:: Data records

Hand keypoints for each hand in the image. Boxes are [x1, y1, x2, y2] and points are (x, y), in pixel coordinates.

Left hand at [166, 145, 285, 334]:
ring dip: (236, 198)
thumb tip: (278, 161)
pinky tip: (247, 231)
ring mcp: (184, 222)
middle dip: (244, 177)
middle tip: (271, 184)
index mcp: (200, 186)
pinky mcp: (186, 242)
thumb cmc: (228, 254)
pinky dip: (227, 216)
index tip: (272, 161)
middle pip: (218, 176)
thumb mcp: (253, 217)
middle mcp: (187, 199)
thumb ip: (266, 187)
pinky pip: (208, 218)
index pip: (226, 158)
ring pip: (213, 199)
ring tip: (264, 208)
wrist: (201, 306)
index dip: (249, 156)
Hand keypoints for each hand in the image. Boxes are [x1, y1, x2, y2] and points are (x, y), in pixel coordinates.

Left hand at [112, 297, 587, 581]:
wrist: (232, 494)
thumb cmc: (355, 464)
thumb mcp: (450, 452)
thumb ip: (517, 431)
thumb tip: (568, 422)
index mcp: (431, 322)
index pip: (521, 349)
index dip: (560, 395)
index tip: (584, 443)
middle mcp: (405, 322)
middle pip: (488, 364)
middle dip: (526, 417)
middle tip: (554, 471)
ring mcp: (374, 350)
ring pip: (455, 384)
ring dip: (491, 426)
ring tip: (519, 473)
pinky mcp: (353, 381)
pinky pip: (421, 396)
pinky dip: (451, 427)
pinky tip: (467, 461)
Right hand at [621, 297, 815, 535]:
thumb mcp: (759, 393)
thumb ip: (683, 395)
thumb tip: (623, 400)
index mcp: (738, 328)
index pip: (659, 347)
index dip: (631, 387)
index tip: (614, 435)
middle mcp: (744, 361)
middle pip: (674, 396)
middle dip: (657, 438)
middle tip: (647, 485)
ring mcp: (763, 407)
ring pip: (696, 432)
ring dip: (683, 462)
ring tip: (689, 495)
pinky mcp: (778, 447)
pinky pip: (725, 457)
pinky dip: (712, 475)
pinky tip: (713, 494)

::::

> _Exercise requirements_: Start with the line that contains "Right hand at", end with the last line of the entries, and please retype every line in that span exactly, with no others.

> _Finished task_:
Right hand at [621, 297, 815, 535]:
thumb mcp: (759, 393)
thumb ip: (683, 395)
thumb tip: (623, 400)
index mcp: (738, 328)
index pip: (659, 347)
index dip: (631, 387)
index tip: (614, 435)
middle mcp: (744, 361)
middle pip: (674, 396)
middle dip: (657, 438)
middle tip: (647, 485)
ring mcp: (763, 407)
ring pip: (696, 432)
ring dip: (683, 462)
ring tip: (689, 495)
pinky mcp: (778, 447)
pinky pip: (725, 457)
pinky dip: (712, 475)
pinky tip: (713, 494)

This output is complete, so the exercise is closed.